Monday, August 25, 2008

Look to This Day! And the Convention of the Class of 2009

Today, on my first day of school I started class by asking my senior English students if they were excited to get up today. It was afterall the first day of their senior year. Before they could answer, I told them I was.

If they had started with Kindergarten, by my figuring this was the occasion of the thirteenth year that the Class of 2009 convenes--and the last. I could tell by their reactions they had not thought of it that way before, but in that instant I had underscored the importance of our meeting. I told them they were born the year I started teaching. This also got their attention. So they and I had been on an eighteen-year trajectory. I had thought of them in 1991 when they had only been a thought.

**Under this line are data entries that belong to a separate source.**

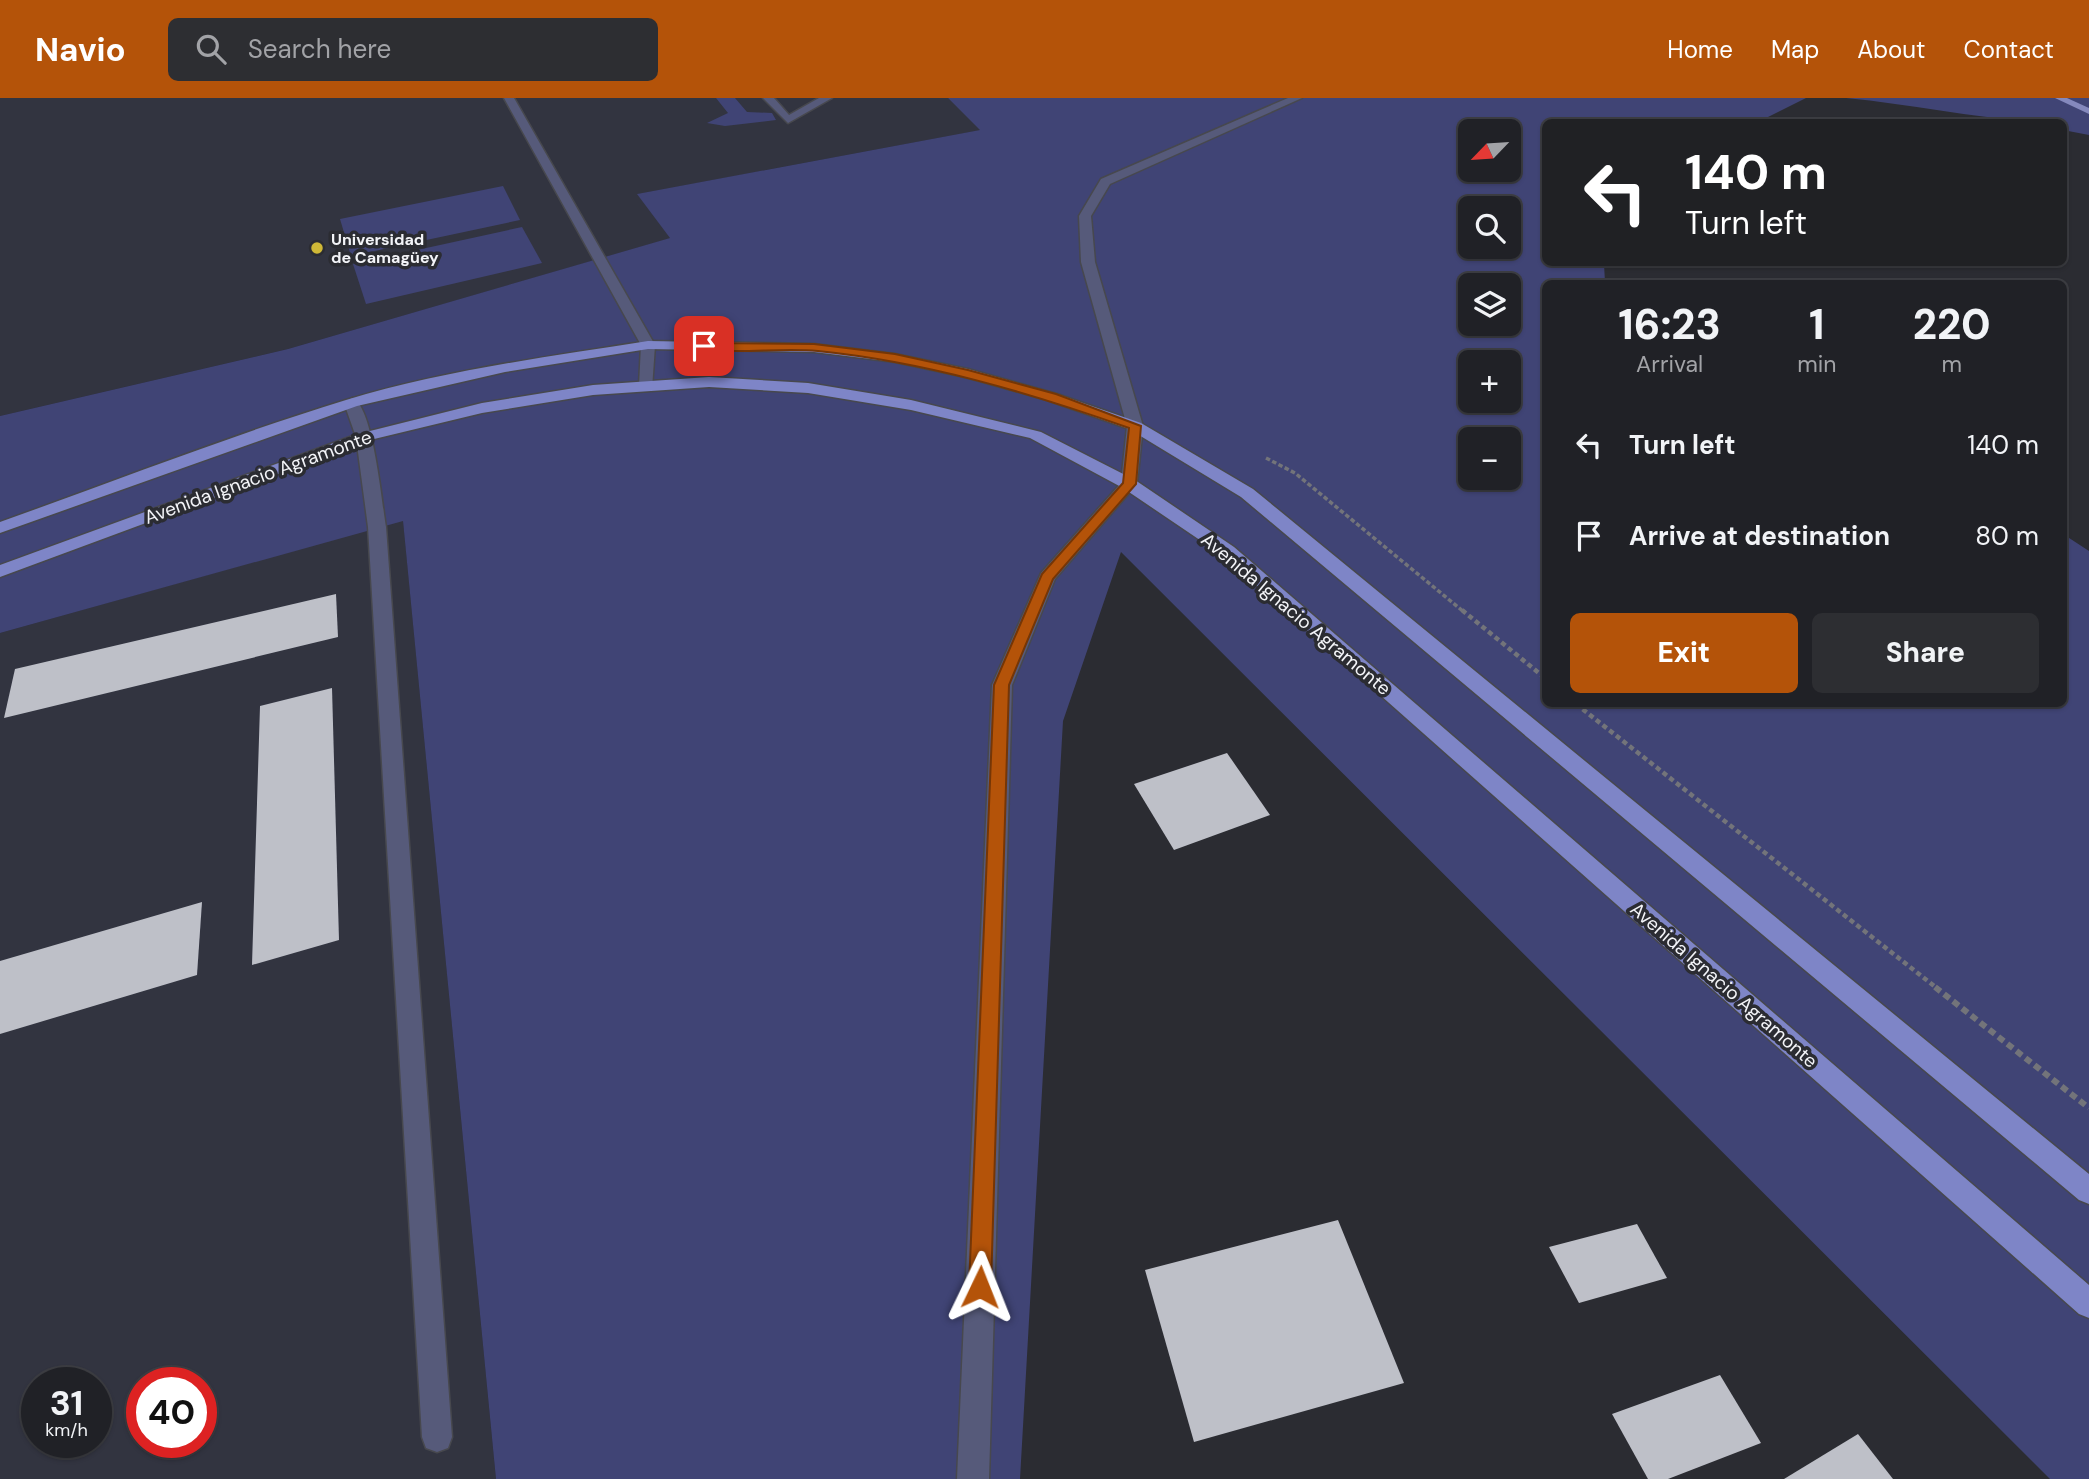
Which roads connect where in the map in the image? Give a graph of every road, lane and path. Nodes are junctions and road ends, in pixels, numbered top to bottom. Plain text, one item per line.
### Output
1 (509, 98) edge
2 (768, 98) edge
3 (827, 98) edge
4 (1297, 98) edge
5 (648, 345) junction
6 (647, 386) junction
7 (352, 403) junction
8 (1135, 426) junction
9 (364, 437) junction
10 (1129, 484) junction
11 (0, 528) edge
12 (0, 571) edge
13 (1580, 707) edge
14 (2089, 1108) edge
15 (2089, 1191) edge
16 (2089, 1304) edge
17 (437, 1437) dead end
18 (973, 1479) edge

1 - 5 street
2 - 3 street
4 - 8 street
5 - 6 street
5 - 7 main road, Avenida Ignacio Agramonte
5 - 8 main road, Avenida Ignacio Agramonte
6 - 9 main road, Avenida Ignacio Agramonte
6 - 10 main road, Avenida Ignacio Agramonte
7 - 9 street
7 - 11 main road, Avenida Ignacio Agramonte
8 - 10 street
8 - 15 main road, Avenida Ignacio Agramonte
9 - 12 main road, Avenida Ignacio Agramonte
9 - 17 street
10 - 16 main road, Avenida Ignacio Agramonte
10 - 18 street
13 - 14 path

To me teaching is a special calling. To teach literature and its power, nothing less than sacred. I explain this to my students with the example of the Sankrit "The Salutation of the Dawn," reciting it to them from memory as one of my great teachers had done to me:

Listen to the salutation to the dawn,
Look to this day for it is life, the very life of life,
In its brief course lie all the verities and realities of our existence.
The bliss of growth, the splendour of beauty,
For yesterday is but a dream and tomorrow is only a vision,
But today well spent makes every yesterday a dream of happiness and every tomorrow a vision of hope.
Look well therefore to this day.
Such is the salutation to the dawn.


The same sun that dawned on the Class of 2009 today, rose on the same eastern horizon some 3200 years ago and one of our great-great-great ancestors realized the miracle of the ever-returning sun, ever-beginning day, and took out a slab of wet clay and reed, and carved this poem for our inheritance. That's what excites me about teaching ever-returning students, ever-beginning years. The human conversation over time and space is both our inheritance and our duty.

In this class, in this convention of the Class of 2009, we shall celebrate such conversations across cultures as take a literary travel around the world in 180 days.

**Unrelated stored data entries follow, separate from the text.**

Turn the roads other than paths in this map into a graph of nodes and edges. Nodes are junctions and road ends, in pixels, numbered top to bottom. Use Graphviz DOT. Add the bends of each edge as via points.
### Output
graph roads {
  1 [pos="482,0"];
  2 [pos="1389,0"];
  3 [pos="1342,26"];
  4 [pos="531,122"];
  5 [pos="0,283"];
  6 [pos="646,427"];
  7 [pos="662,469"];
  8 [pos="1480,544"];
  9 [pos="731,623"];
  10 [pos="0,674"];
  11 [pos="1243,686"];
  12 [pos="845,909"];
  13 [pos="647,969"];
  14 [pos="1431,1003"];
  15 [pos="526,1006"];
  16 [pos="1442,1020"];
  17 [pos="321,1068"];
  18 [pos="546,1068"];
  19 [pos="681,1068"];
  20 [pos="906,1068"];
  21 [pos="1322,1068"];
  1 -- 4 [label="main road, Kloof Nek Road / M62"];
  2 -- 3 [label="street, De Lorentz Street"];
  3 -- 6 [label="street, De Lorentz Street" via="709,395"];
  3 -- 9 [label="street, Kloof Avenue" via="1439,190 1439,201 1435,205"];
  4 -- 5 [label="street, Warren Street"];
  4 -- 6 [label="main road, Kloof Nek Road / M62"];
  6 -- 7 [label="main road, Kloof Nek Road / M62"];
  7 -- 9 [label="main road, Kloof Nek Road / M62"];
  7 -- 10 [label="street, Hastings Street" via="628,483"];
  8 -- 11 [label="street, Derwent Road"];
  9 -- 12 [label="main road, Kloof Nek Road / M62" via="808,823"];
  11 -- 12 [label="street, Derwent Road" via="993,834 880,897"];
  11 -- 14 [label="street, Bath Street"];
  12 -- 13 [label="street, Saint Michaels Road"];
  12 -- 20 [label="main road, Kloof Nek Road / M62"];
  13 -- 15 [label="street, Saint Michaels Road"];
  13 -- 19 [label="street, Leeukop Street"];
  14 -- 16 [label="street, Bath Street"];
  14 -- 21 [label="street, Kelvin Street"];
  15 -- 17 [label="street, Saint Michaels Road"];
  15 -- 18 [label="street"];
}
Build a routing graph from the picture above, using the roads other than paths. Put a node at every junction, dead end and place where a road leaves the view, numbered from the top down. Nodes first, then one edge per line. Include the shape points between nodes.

We are the only species that saves its stories, I remind my students. We are stories told together. By the time my students are my age, it will be 2037 and they may have seniors of their own graduating. (This frightens them a bit--they can't imagine being my age let alone the year 2037 or having teenagers of their own.)

I tell them this is important and a key mission of this convention. They must pass on our stories. In 2060, I tell them, they'll be headed for retirement, and I'll be dead. I count on them to save the stories and share them.

"Look to this day!" It was written 3200 years ago. It's up to teachers and their students to see it through for the next 3200. "Look to this day"

2 comments:

The Non Catholic said...

Thank you for this post. I needed someone to remind me why I do this on this Monday. Perfectly expressed.

ceyo said...

You're welcome TNC. Have a great year of story with your students. I'll be thinking of you all on Monday.